Tank war unser Präsident.

Er war kein Mann vieler Worte.

Er war einer von denen, die eine Entscheidung treffen, bevor andere überhaupt fertig sind, das Problem zu beschreiben.

Wenn Tank die Hand hob, bremsten dreißig Motorräder.

Wenn Tank schwieg, wurde es meistens noch stiller.

An diesem Tag waren wir auf einer deutschen Passstraße unterwegs, oben kalt, unten schon dämmerig, der Asphalt trocken und die Luft so klar, dass jedes Motorgeräusch zwischen den Bäumen zurückkam.

Es war keine Ausfahrt mit Ziel.

Manchmal fährt man einfach, weil die Woche zu laut war und der Kopf Ordnung braucht.

Vorn fuhr Tank.

Ich war ein paar Maschinen hinter ihm.

Vor uns tauchte ein Wagen auf, viel zu schnell für die Kurven, unruhig auf der Spur.

Er zog kurz nach rechts, als würde jemand im Innenraum herumreißen.

Dann flog etwas aus dem Fenster.

Es war nicht groß.

Ein dunkler Stoffbeutel, ein harter Schlag auf dem Randstreifen, ein kurzes Rollen Richtung Leitplanke.

Ich dachte in der ersten Sekunde an Müll.

Eine alte Jacke vielleicht.

Dann bewegte sich der Beutel.

Tank hob die linke Hand.

Dreißig Bremsen griffen.

Das Dröhnen der Maschinen brach auseinander, Motor für Motor, bis nur noch dieses Klicken heißer Metallteile blieb.

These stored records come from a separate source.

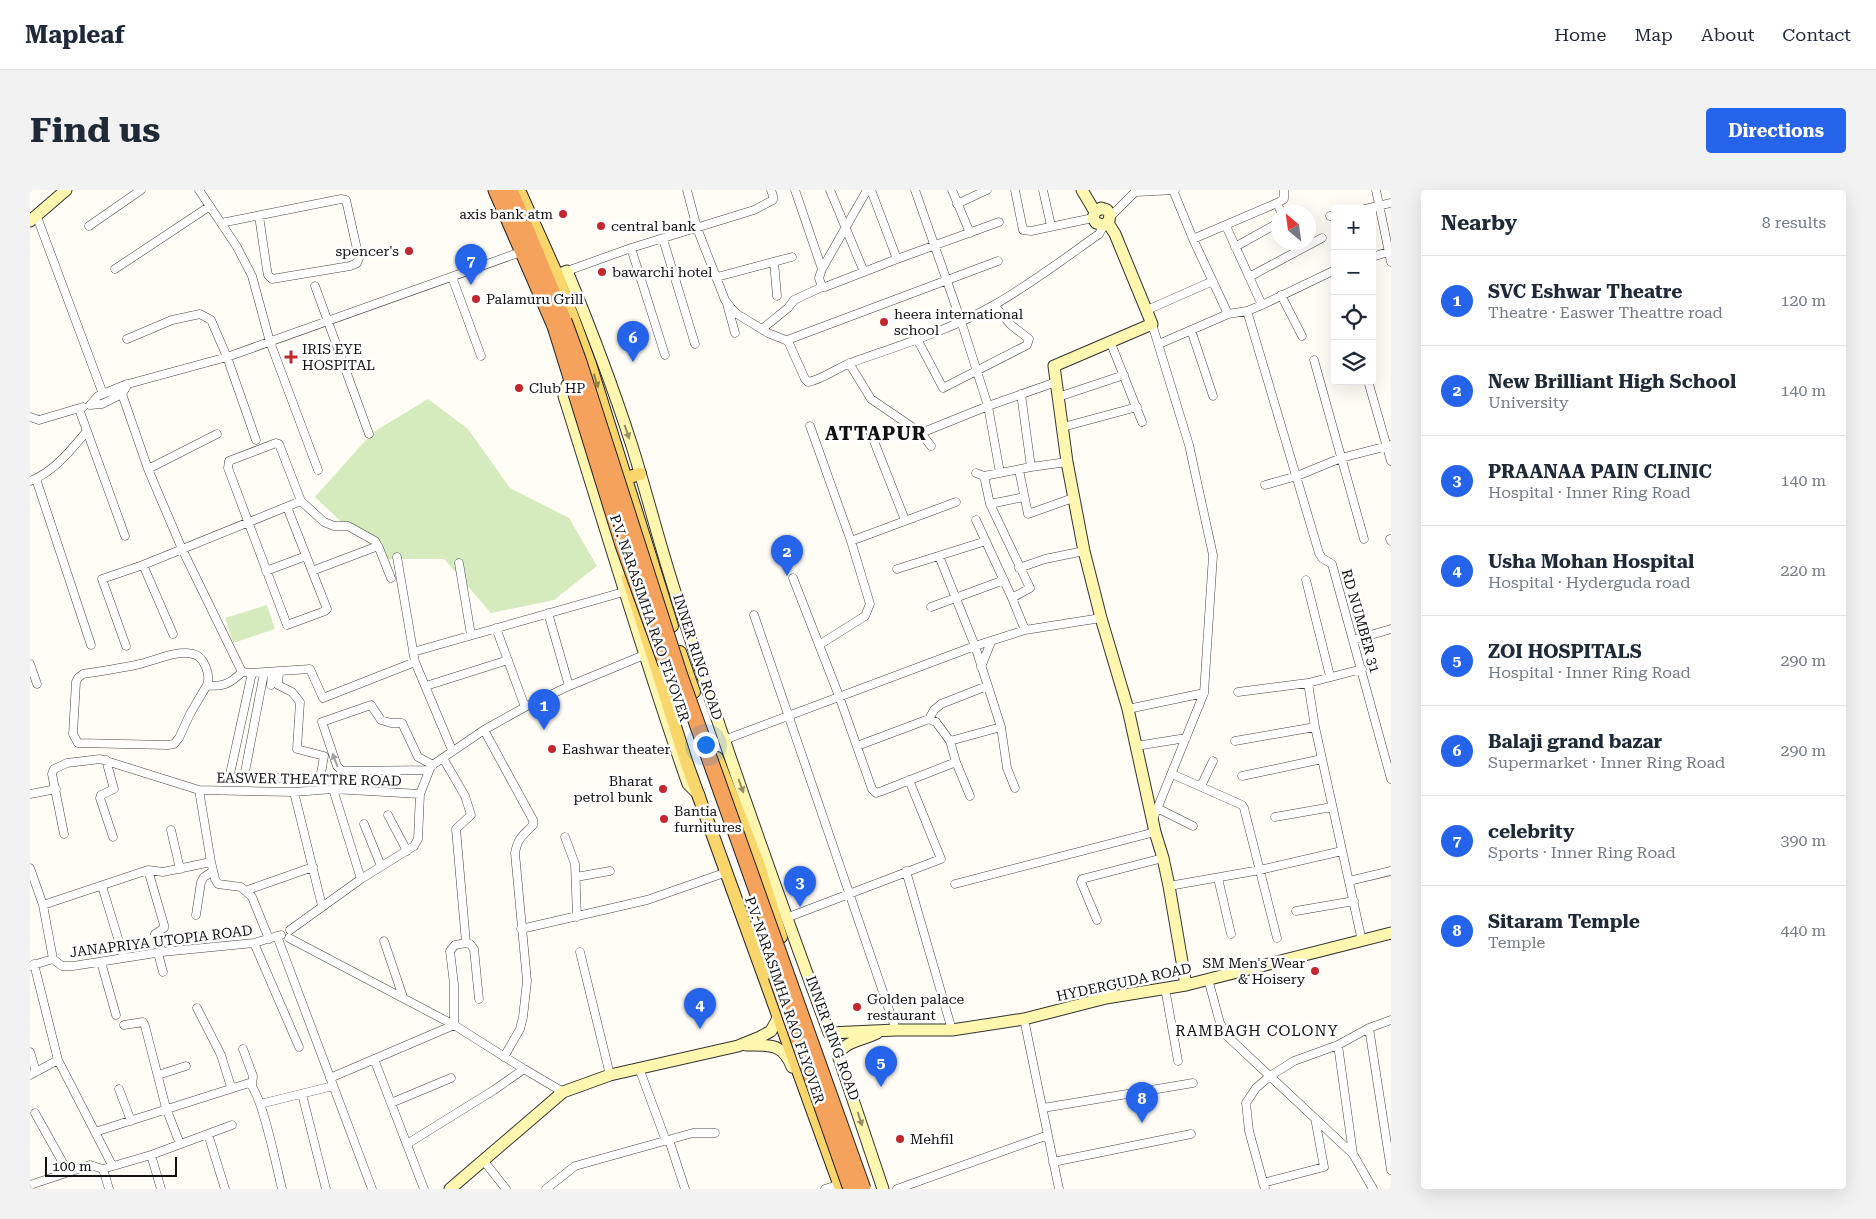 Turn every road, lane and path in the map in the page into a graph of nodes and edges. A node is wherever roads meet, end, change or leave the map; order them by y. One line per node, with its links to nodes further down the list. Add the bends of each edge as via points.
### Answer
1 (66, 190): 31 (street)
2 (141, 190): 35 (street)
3 (199, 190): 26 (street)
4 (490, 190): 51 (main road)
5 (496, 190): 384 (highway, P.V. NARASIMHA RAO FLYOVER, bridge, via 555,326 623,545)
6 (510, 190): 385 (highway, P.V. NARASIMHA RAO FLYOVER, bridge, via 579,362 680,673)
7 (518, 190): 62 (main road, INNER RING ROAD)
8 (687, 190): 39 (street)
9 (771, 190): 39 (street, via 774,199 766,205)
10 (795, 190): 59 (street)
11 (830, 190): 40 (street)
12 (869, 190): 40 (street); 54 (street)
13 (914, 190): 46 (street)
14 (952, 190): 24 (street)
15 (987, 190): 24 (street)
16 (1015, 190): 36 (street, via 1023,230)
17 (1043, 190): 36 (street)
18 (1082, 190): 29 (street)
19 (1174, 190): 22 (street); 44 (street)
20 (1284, 190): 25 (street, via 1284,199)
21 (1376, 190): 27 (street)
22 (1136, 191): 33 (street)
23 (1391, 203): 27 (street)
24 (957, 204): 41 (street)
25 (1277, 204): 37 (street)
26 (210, 206): 34 (street); 58 (street)
27 (1380, 206): 28 (street); 50 (street)
28 (1376, 207)
29 (1094, 215): 33 (street, via 1104,208 1109,212); 36 (street)
30 (259, 216): 30 (street, via 346,200 359,258 357,263 272,279 268,275); 34 (street)
31 (33, 219): 102 (street)
32 (999, 222): 41 (street)
33 (1107, 222): 73 (street, via 1098,234); 75 (street)
34 (221, 223): 89 (street, via 252,276)
35 (89, 226)
36 (1051, 226)
37 (1226, 226): 44 (street); 47 (street)
38 (1271, 227): 47 (street)
39 (697, 228): 43 (street); 64 (street)
40 (845, 230): 59 (street); 60 (street)
41 (970, 233): 46 (street)
42 (1322, 238): 45 (street)
43 (663, 239): 48 (street); 90 (street)
44 (1193, 239): 67 (street)
45 (1316, 240)
46 (934, 246): 54 (street); 66 (street)
47 (1235, 246): 65 (street)
48 (631, 248): 62 (street); 92 (street)
49 (1294, 250): 65 (street)
50 (1390, 252): 52 (street); 57 (street)
51 (518, 253): 63 (street); 167 (main road, via 554,341)
52 (1376, 256)
53 (792, 257): 56 (street)
54 (897, 259): 60 (street)
55 (998, 261): 66 (street)
56 (774, 262): 64 (street); 70 (street)
57 (1391, 262)
58 (114, 269)
59 (822, 269): 69 (street, via 819,278)
60 (864, 272): 69 (street)
61 (1331, 272): 71 (street)
62 (562, 273): 132 (street, one-way to 132, via 594,337); 135 (main road, INNER RING ROAD, one-way to 135)
63 (452, 277): 78 (street); 93 (street)
64 (717, 277): 72 (street)
65 (1249, 277): 74 (street)
66 (946, 280): 79 (street); 87 (street)
67 (1213, 281): 75 (street); 77 (street)
68 (316, 286): 78 (street)
69 (822, 287): 81 (street, via 794,300)
70 (777, 296)
71 (1281, 296): 74 (street); 84 (street)
72 (726, 300): 81 (street, via 737,314); 83 (street)
73 (994, 305): 79 (street); 97 (street, via 1029,339 1027,346)
74 (1262, 305): 76 (street)
75 (1147, 310): 80 (street)
76 (1246, 311): 77 (street); 134 (street, RD NUMBER 31)
77 (1228, 314): 82 (street)
78 (329, 321): 89 (street); 119 (street)
79 (961, 321): 86 (street); 97 (street)
80 (1152, 324): 88 (street); 91 (street)
81 (762, 329): 87 (street)
82 (1191, 330): 91 (street); 105 (street)
83 (734, 333)
84 (1302, 336)
85 (127, 339): 94 (street, via 172,320 200,314 212,320)
86 (917, 339): 96 (street); 97 (street, via 943,388)
87 (788, 341): 96 (street, via 808,382)
88 (1110, 341): 98 (street); 99 (street, via 1054,366)
89 (270, 342): 94 (street); 128 (street)
90 (694, 344)
91 (1159, 344): 205 (street, via 1189,445 1213,555)
92 (664, 355)
93 (481, 356)
94 (227, 357): 100 (street); 120 (street)
95 (1314, 360): 123 (street)
96 (849, 363): 117 (street, via 872,399)
97 (977, 372): 108 (street)
98 (1124, 375): 106 (street); 109 (street)
99 (1056, 382): 104 (street); 106 (street)
100 (128, 384): 102 (street); 103 (street)
101 (1369, 385): 122 (street)
102 (103, 394): 107 (street)
103 (122, 394): 107 (street, via 102,404); 127 (street)
104 (1021, 394): 108 (street); 126 (street)
105 (1213, 396)
106 (1058, 397): 114 (street)
107 (90, 405): 110 (street)
108 (988, 406): 117 (street); 131 (street)
109 (1137, 407): 112 (street); 114 (street)
110 (80, 409): 111 (street, via 39,420); 115 (street)
111 (30, 417)
112 (1142, 422)
113 (810, 426): 149 (street)
114 (1063, 427): 125 (street)
115 (88, 431): 136 (street, via 53,467); 147 (street)
116 (870, 431): 144 (street)
117 (921, 433): 121 (street)
118 (218, 434): 127 (street)
119 (369, 434)
120 (256, 440)
121 (931, 446)
122 (1389, 446): 123 (street); 124 (street)
123 (1341, 458): 134 (street); 148 (street)
124 (1391, 461)
125 (1067, 462): 126 (street); 139 (street)
126 (1031, 467): 129 (street)
127 (148, 469): 152 (street)
128 (318, 470)
129 (1019, 470): 131 (street); 138 (street)
130 (976, 473): 133 (street)
131 (1000, 473): 133 (street)
132 (640, 474): 135 (main road); 215 (street, via 676,598)
133 (984, 476): 142 (street)
134 (1297, 476): 137 (street); 179 (street, RD NUMBER 31, via 1322,558 1332,564)
135 (626, 478): 184 (main road, INNER RING ROAD)
136 (33, 480): 181 (street)
137 (1265, 486)
138 (1024, 497): 139 (street, via 1028,514); 142 (street)
139 (1073, 498): 153 (street)
140 (301, 501): 143 (street); 146 (street, via 276,443 229,461 228,468); 151 (street, via 324,522 348,526)
141 (956, 502): 144 (street)
142 (990, 504): 159 (street)
143 (287, 507): 146 (street); 154 (street)
144 (905, 520): 149 (street)
145 (976, 520): 150 (street)
146 (248, 521): 152 (street); 161 (street)
147 (125, 536)
148 (1364, 539)
149 (851, 540): 182 (street, via 870,604 865,616)
150 (986, 541): 155 (street); 165 (street)
151 (378, 546): 162 (street); 163 (street)
152 (182, 549): 158 (street); 193 (street)
153 (1084, 551): 159 (street); 173 (street)
154 (306, 556): 161 (street); 162 (street)
155 (939, 556): 160 (street); 168 (street)
156 (397, 557): 186 (street)
157 (459, 563): 178 (street)
158 (143, 565): 177 (street); 183 (street, via 102,579)
159 (1019, 568): 169 (street, via 1030,588)
160 (897, 569)
161 (266, 571): 162 (street, via 288,625 326,609)
162 (312, 571)
163 (391, 578)
164 (793, 578): 182 (street)
165 (1004, 580): 168 (street); 169 (street)
166 (1306, 580): 196 (street)
167 (629, 591): 171 (street); 187 (main road)
168 (955, 597): 170 (street); 185 (street)
169 (1012, 598): 176 (street)
170 (931, 607)
171 (548, 613): 174 (street); 202 (street)
172 (754, 615): 209 (street)
173 (1101, 618): 176 (street); 208 (street)
174 (496, 628): 178 (street); 188 (street)
175 (1391, 629): 179 (street)
176 (1025, 630): 180 (street)
177 (173, 634)
178 (471, 635): 186 (street)
179 (1353, 640): 192 (street, RD NUMBER 31)
180 (991, 642): 185 (street); 191 (street)
181 (90, 645)
182 (819, 645): 206 (street)
183 (126, 646)
184 (678, 646): 187 (street); 386 (main road, INNER RING ROAD, via 758,863)
185 (975, 646): 191 (street); 206 (street)
186 (413, 652): 189 (street)
187 (648, 654): 202 (street); 268 (main road)
188 (508, 660): 201 (street); 207 (street)
189 (416, 662): 194 (street, via 322,698 310,669); 201 (street)
190 (30, 664): 198 (street)
191 (981, 667): 203 (street)
192 (1362, 669): 196 (street); 232 (street, RD NUMBER 31)
193 (242, 672): 195 (street); 199 (street, via 218,688)
194 (272, 672): 195 (street); 200 (street); 200 (street)
195 (252, 674): 229 (street)
196 (1330, 676): 197 (street)
197 (1308, 683): 204 (street); 211 (street)
198 (37, 684)
199 (207, 685): 199 (street, via 209,681 202,658 194,654 178,653 84,674 76,682 74,739 78,743 174,744)
200 (270, 685): 200 (street, via 244,776 320,779 324,756 297,749 300,702 292,692)
201 (426, 686): 220 (street)
202 (569, 686): 207 (street)
203 (987, 686): 210 (street, via 941,704); 212 (street)
204 (1238, 692)
205 (1204, 693): 208 (street); 214 (street)
206 (840, 696): 209 (street); 218 (street)
207 (525, 707): 213 (street)
208 (1128, 709): 219 (street)
209 (787, 715): 215 (street); 277 (street)
210 (929, 720): 216 (street, via 936,722); 218 (street)
211 (1315, 727): 217 (street); 222 (street)
212 (1001, 728): 216 (street); 235 (street, via 1007,768)
213 (484, 730): 220 (street); 288 (street, via 533,820 533,825 520,837 516,853)
214 (1186, 738): 219 (street); 230 (street)
215 (724, 740): 286 (street, one-way to 286)
216 (950, 741): 226 (street)
217 (1235, 741)
218 (857, 746): 233 (street, via 872,790 876,793)
219 (1136, 746): 244 (street)
220 (452, 750): 221 (street)
221 (443, 758): 227 (street); 296 (street, via 471,812 468,820 456,829)
222 (1322, 759): 231 (street); 243 (street)
223 (106, 760): 236 (street, EASWER THEATTRE ROAD, via 66,763 54,769); 238 (street, EASWER THEATTRE ROAD); 253 (street, via 114,789 100,798)
224 (423, 760): 227 (street); 228 (street); 228 (street, one-way to 224, via 342,771 337,766 322,722 371,705 378,718 405,726 418,757)
225 (1213, 761): 234 (street)
226 (956, 762): 233 (street); 242 (street)
227 (431, 768): 228 (street); 241 (street, EASWER THEATTRE ROAD)
228 (418, 769)
229 (230, 774)
230 (1172, 774): 234 (street); 244 (street)
231 (1242, 776)
232 (1391, 779)
233 (909, 780): 266 (street, via 944,859)
234 (1201, 786): 263 (street, via 1242,805)
235 (1015, 788)
236 (56, 789): 240 (street); 251 (street, EASWER THEATTRE ROAD)
237 (333, 789): 239 (street, EASWER THEATTRE ROAD); 241 (street, EASWER THEATTRE ROAD); 271 (street)
238 (199, 790): 239 (street, EASWER THEATTRE ROAD); 257 (street)
239 (294, 792): 259 (street)
240 (30, 794)
241 (420, 794): 254 (street, via 418,839)
242 (970, 796)
243 (1332, 807): 246 (street); 255 (street)
244 (1155, 813): 248 (street); 250 (street)
245 (388, 816): 254 (street)
246 (1275, 817)
247 (364, 824): 258 (street)
248 (1193, 826)
249 (171, 830): 261 (street)
250 (1155, 832): 256 (street); 273 (street)
251 (64, 834)
252 (566, 836): 269 (street)
253 (113, 837)
254 (407, 851): 258 (street)
255 (1342, 851): 263 (street); 272 (street)
256 (1163, 858): 275 (street); 287 (street, via 1082,879)
257 (210, 862): 261 (street); 264 (street)
258 (381, 866): 271 (street)
259 (312, 867): 276 (street); 282 (street)
260 (30, 868): 278 (street)
261 (180, 869): 262 (street)
262 (148, 870): 274 (street); 297 (street, via 164,925 155,934)
263 (1260, 870): 270 (street); 292 (street)
264 (213, 871): 276 (street, via 220,885 241,887); 284 (street, via 201,882)
265 (610, 871): 269 (street)
266 (906, 871): 277 (street); 318 (street)
267 (1391, 871): 272 (street)
268 (727, 872): 285 (street, via 647,900); 310 (main road)
269 (576, 877): 285 (street)
270 (1218, 878): 275 (street); 290 (street)
271 (360, 879): 282 (street)
272 (1349, 881): 280 (street)
273 (955, 884)
274 (102, 886): 281 (street); 299 (street)
275 (1169, 886): 305 (street)
276 (245, 891): 291 (street)
277 (850, 894): 286 (street); 317 (street)
278 (39, 895): 279 (street); 281 (street)
279 (30, 897)
280 (1354, 901): 283 (street); 294 (street)
281 (43, 905): 300 (street)
282 (322, 906): 291 (street)
283 (1296, 911)
284 (196, 915)
285 (577, 917): 288 (street)
286 (786, 918): 319 (street, HYDERGUDA ROAD, via 829,1033)
287 (1097, 920)
288 (521, 929): 325 (street, via 526,981 523,1017 520,1029)
289 (1391, 932): 294 (street, HYDERGUDA ROAD)
290 (1232, 934)
291 (281, 936): 295 (street, JANAPRIYA UTOPIA ROAD); 307 (street); 337 (street)
292 (1277, 938)
293 (384, 941): 307 (street)
294 (1362, 941): 304 (street, HYDERGUDA ROAD)
295 (254, 943): 297 (street, JANAPRIYA UTOPIA ROAD); 322 (street)
296 (466, 943): 308 (street, via 474,949); 315 (street, via 455,945 450,951)
297 (160, 952): 299 (street, JANAPRIYA UTOPIA ROAD); 303 (street)
298 (580, 952): 334 (street)
299 (124, 958): 301 (street, JANAPRIYA UTOPIA ROAD)
300 (53, 959): 301 (street, JANAPRIYA UTOPIA ROAD, via 62,966); 302 (street, JANAPRIYA UTOPIA ROAD)
301 (101, 962): 311 (street)
302 (32, 965): 327 (street)
303 (163, 972)
304 (1208, 979): 305 (street, HYDERGUDA ROAD); 335 (street, via 1227,1036)
305 (1186, 985): 306 (street, HYDERGUDA ROAD)
306 (1165, 988): 312 (street, HYDERGUDA ROAD, via 1106,998); 328 (street)
307 (402, 997): 315 (street)
308 (479, 999)
309 (197, 1008): 340 (street, via 221,1055)
310 (778, 1012): 321 (street, via 771,1030); 372 (main road)
311 (116, 1014)
312 (1024, 1019): 318 (street, HYDERGUDA ROAD); 347 (street)
313 (1391, 1020): 316 (street)
314 (124, 1024): 333 (street, via 143,1022)
315 (454, 1024): 325 (street); 326 (street)
316 (1369, 1028): 320 (street); 360 (street)
317 (896, 1030): 318 (street, HYDERGUDA ROAD); 319 (street, HYDERGUDA ROAD)
318 (952, 1030)
319 (881, 1031): 387 (street, one-way to 387, via 846,1044 838,1055)
320 (1338, 1045): 335 (street, via 1294,1061); 361 (street)
321 (738, 1046): 330 (street); 372 (street, via 768,1045 778,1048 788,1058)
322 (299, 1047)
323 (243, 1049): 339 (street, via 253,1076)
324 (30, 1052): 332 (street)
325 (504, 1056): 331 (street)
326 (374, 1059): 337 (street); 344 (street)
327 (58, 1060): 332 (street); 352 (street)
328 (1178, 1061)
329 (186, 1066): 333 (street)
330 (639, 1068): 334 (street); 357 (street)
331 (524, 1069): 342 (street); 359 (street)
332 (33, 1074)
333 (158, 1075): 346 (street)
334 (610, 1075): 342 (street)
335 (1270, 1076): 349 (street); 371 (street, via 1246,1103 1249,1131)
336 (452, 1078): 344 (street)
337 (332, 1082): 343 (street); 378 (street)
338 (1193, 1083): 347 (street)
339 (252, 1085): 340 (street, via 246,1083); 345 (street)
340 (231, 1087): 346 (street)
341 (119, 1089): 350 (street)
342 (563, 1092): 363 (street)
343 (302, 1094): 345 (street); 377 (street)
344 (391, 1103): 359 (street)
345 (260, 1104): 376 (street)
346 (166, 1108): 350 (street); 358 (street)
347 (1043, 1108): 356 (street)
348 (35, 1113): 368 (street)
349 (1315, 1118): 361 (street); 371 (street, via 1324,1167)
350 (130, 1121): 352 (street)
351 (232, 1125): 354 (street)
352 (95, 1132): 365 (street)
353 (716, 1133): 357 (street, via 693,1133)
354 (208, 1134): 358 (street); 375 (street)
355 (1191, 1134): 364 (street)
356 (1048, 1135): 364 (street); 388 (street)
357 (668, 1140): 382 (street, via 575,1166); 383 (street)
358 (180, 1144): 362 (street)
359 (407, 1144): 379 (street)
360 (1390, 1152): 367 (street)
361 (1353, 1154): 390 (street)
362 (151, 1155): 365 (street); 374 (street)
363 (483, 1160): 380 (street); 381 (street)
364 (1052, 1162): 389 (street)
365 (112, 1165): 366 (street)
366 (103, 1168): 368 (street, via 90,1165); 373 (street)
367 (1391, 1170)
368 (68, 1172): 369 (street)
369 (42, 1185): 370 (street)
370 (30, 1186)
371 (1264, 1186)
372 (834, 1188)
373 (109, 1189)
374 (161, 1189)
375 (225, 1189)
376 (282, 1189)
377 (326, 1189)
378 (372, 1189)
379 (424, 1189)
380 (450, 1189)
381 (506, 1189)
382 (546, 1189)
383 (685, 1189)
384 (851, 1189)
385 (863, 1189)
386 (871, 1189)
387 (883, 1189)
388 (896, 1189)
389 (1059, 1189)
390 (1373, 1189)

Ich weiß noch, wie unangenehm still die Straße plötzlich war.

Stille nach Motoren ist anders als normale Stille.

Sie macht jedes kleine Geräusch groß.

Aus dem Beutel kam ein Laut, dünn und schief, kaum mehr als Luft.

Ich stieg ab und ging zuerst hin, weil ich am nächsten stand.

Der Stoff war verknotet.

Nicht sorgfältig, eher hastig, als hätte jemand nur gewollt, dass innen nichts sofort herauskommt.

Meine Finger waren steif in den Handschuhen.

Ich zog sie aus, riss am Knoten und öffnete den Beutel.

Darin lag ein Pitbull-Welpe.

Vielleicht drei Monate alt.

Zu klein für so viel Schmerz.

Ein Bein stand falsch.

Blut klebte im Fell, nicht in einer Weise, die man schönreden konnte, aber er lebte.

Seine Augen waren halb offen.

Er sah nicht panisch aus.

Das war fast schlimmer.

Er sah erschöpft aus, als hätte er schon verstanden, dass Menschen unberechenbar sind.

Tank kam neben mir in die Hocke.

Kein Fluch.

Keine Drohung.

Kein großes Wort über den Wagen, der längst verschwunden war.

Er nahm nur seine Lederjacke aus der Satteltasche, faltete sie zu einem Nest und hob den Welpen mit beiden Händen an.

Ich hatte Tank Dinge heben sehen, für die zwei andere Männer Hilfe geholt hätten.

An diesem Tag bewegte er sich, als halte er Wasser in den Händen.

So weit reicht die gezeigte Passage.